Bilirkişi ek raporunda mahkememizce ek raporun verilmesine dayanak teşkil eden hususlarda ayrıca yazılmış olmasına rağmen değerlendirme yapılmadığı,gün hesabının düzeltilmediği, yapılan hataların yeniden ek rapor alınması ile düzeltilmeye çalışılmasının yargılamanın gereksiz yere sürümcemede kalmasına sebebiyet verdiği, bilirkişi raporunda bilirkişinin konunun uzmanı olmadığını belirttiği hususları nazara alınarak dosyanın konusunda uzman bilirkişiye tevdii ile rapor tanziminin istenilmesine karar verilmiş olup, bilirkişi mahkememize ibraz etmiş olduğu 09/03/2018 tarihli raporunda özetle; davacı antreposuna bırakılan eşyalar hakkında antrepo ücretinin belirlenmesine dair her ne kadar taraflar arasında yazılı bir sözleşme olmasa da, antrepo ücretinden sorumluluğunun önem kazandığı durum bakımından, eşya ilk sahibi dava dışı … Reklam firmasınca antrepo beyannamelerinin tescil edilmiş olması ile davacı antrepo işleticisinin şart ve fiyat politikalarının kabul edildiğini, konu eşyaların icradan satın alma ile bulunduğu statü ile davalı uhdesinde geçmiş olduğundan davalının antrepo ücretine karşı sorumlu olması gerektiğini, serbest dolaşımda olmayan eşyaların bulunduğu statüsü ve davalı edinme biçimi gözetildiğinde satın almayla eşyanın tüm hak ve yükümlülükleri ile birlikte davalı … Yapı Malzemeleri Sanayi ve Ticaret Anonim Şirketi firmasına geçmiş olduğunu, antrepo ücretlerine karşı diğer işleticilerin fiyat politikalarının emsal alınması ile ücret belirlemenin doğru bir yöntem olmadığını, her ileticinin serbest piyasa koşullarında fahiş ölçüde olmayacak biçimde kendi ücret tarifelerini berileyeceğini, davacı antrepo işleticisinin gümrük mevzuatına dayalı tüm proseslerini işleterek davalı yana gerekli ihtarları yapmakla, 175.507,00-TL ardiye ücretini talep etmekle haklı olduğunu, talepte olan ücret pek fahiş olmadığını, ancak davalının eşyaları edinme biçimi gözetilerek kanaate dayalı hesaplanan 137.322,63-TL ardiye bedelinin makul ve daha ölçülü olacağını, davalı yanın hesaplanan 137.322,63-TL ardiye ücretinden sorumlu olması gerektiğini, tarafların ardiye ücreti dışındaki diğer taleplerinin değerlemesinin mahkememizin takdirinde olduğunu beyan etmiştir.
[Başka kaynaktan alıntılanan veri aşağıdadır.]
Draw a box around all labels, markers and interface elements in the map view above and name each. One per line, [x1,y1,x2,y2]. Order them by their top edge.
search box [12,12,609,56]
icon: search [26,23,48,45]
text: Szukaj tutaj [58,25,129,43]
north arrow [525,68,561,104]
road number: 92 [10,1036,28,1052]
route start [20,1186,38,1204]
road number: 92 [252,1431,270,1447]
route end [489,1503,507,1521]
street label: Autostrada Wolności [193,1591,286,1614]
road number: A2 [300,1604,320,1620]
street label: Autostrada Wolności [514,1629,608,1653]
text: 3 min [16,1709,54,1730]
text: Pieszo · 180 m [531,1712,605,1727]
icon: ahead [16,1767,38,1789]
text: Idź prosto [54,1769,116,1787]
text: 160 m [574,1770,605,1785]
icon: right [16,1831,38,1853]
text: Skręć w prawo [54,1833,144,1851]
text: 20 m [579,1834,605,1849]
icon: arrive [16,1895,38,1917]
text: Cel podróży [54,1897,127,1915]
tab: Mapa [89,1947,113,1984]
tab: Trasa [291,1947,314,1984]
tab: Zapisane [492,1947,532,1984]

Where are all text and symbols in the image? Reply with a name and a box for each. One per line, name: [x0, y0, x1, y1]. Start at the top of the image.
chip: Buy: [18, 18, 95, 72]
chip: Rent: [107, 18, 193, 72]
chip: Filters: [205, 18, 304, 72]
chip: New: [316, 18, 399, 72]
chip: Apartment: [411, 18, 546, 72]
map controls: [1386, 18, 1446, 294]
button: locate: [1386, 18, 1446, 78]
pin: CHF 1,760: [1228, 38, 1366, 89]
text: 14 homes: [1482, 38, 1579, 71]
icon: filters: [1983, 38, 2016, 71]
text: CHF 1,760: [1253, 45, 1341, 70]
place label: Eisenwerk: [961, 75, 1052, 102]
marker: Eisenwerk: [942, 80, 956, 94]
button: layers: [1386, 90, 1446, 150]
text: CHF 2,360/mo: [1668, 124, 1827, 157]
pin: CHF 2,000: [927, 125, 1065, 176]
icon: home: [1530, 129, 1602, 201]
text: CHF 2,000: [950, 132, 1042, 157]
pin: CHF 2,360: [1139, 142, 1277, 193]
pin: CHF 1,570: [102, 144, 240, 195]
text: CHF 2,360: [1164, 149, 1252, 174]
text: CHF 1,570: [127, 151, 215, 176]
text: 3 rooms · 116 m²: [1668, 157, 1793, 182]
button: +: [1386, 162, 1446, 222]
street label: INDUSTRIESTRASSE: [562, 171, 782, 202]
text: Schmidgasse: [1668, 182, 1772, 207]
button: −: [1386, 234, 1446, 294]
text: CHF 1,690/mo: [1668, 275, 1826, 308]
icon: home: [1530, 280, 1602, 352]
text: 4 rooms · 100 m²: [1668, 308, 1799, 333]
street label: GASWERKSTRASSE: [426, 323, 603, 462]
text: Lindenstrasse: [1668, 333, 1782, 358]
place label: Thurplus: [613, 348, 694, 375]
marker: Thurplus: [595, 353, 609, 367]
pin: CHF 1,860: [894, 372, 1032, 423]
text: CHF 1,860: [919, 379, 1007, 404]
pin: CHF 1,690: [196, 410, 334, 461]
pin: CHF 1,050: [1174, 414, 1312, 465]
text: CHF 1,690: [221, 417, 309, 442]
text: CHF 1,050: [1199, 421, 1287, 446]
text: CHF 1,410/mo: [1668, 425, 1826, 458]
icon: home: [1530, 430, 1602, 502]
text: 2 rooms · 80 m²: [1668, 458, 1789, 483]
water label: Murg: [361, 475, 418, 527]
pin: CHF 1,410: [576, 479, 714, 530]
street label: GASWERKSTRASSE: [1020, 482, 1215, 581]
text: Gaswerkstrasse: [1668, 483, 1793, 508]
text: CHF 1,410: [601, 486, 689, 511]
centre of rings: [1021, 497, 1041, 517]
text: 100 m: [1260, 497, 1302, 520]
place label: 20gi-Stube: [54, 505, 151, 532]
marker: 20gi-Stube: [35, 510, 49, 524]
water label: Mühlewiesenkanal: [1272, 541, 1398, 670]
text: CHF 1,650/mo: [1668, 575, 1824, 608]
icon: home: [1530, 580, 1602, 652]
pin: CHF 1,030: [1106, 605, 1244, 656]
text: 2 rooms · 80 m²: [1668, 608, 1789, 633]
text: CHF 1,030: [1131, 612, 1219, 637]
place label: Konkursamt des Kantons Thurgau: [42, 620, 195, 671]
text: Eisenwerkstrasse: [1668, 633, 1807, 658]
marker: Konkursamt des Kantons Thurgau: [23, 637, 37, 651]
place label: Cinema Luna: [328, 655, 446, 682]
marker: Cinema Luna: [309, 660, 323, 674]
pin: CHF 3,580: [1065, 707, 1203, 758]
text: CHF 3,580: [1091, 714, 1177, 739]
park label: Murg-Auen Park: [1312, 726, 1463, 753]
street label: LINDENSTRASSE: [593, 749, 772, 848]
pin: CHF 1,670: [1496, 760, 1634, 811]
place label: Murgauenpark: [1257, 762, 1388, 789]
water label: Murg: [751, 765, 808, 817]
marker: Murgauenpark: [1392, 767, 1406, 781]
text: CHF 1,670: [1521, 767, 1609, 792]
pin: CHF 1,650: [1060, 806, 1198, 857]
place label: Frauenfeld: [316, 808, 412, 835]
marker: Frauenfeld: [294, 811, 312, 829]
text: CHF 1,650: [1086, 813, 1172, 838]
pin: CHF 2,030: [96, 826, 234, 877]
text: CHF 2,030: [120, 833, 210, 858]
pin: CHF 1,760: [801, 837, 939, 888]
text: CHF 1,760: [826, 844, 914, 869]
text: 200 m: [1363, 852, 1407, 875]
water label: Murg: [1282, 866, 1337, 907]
Dosyanın yeniden bilirkişiye tevdi ile taraf itirazlarının irdelenmesi, ardiye ücretinin tespitinde raiçlerin değerlendirmeye alınıp alınmadığı, hesaplamaya esas formülün netice olarak tespit edilen günlük ardiye ücretinin ve dosyada alınan ilk raporda tespit edilen günlük aridye ücretin olan 308,99-TL’den ayrılma sebeplerinin incelenmesi ve ek rapor tanzimi istenilmiş olup, bilirkişi ek raporunda özetle; davacı yanın 331 gün depolama hizmeti karşılığı kök rapordaki ifade olunan hususlar doğrultusunda varılan sonuç ile 137.322,63-TL ardiye ücretinin talep edebileceğini, dosayaya sunulu kök raporu tüm hususları ile mütalaa ettiğini beyan etmiştir.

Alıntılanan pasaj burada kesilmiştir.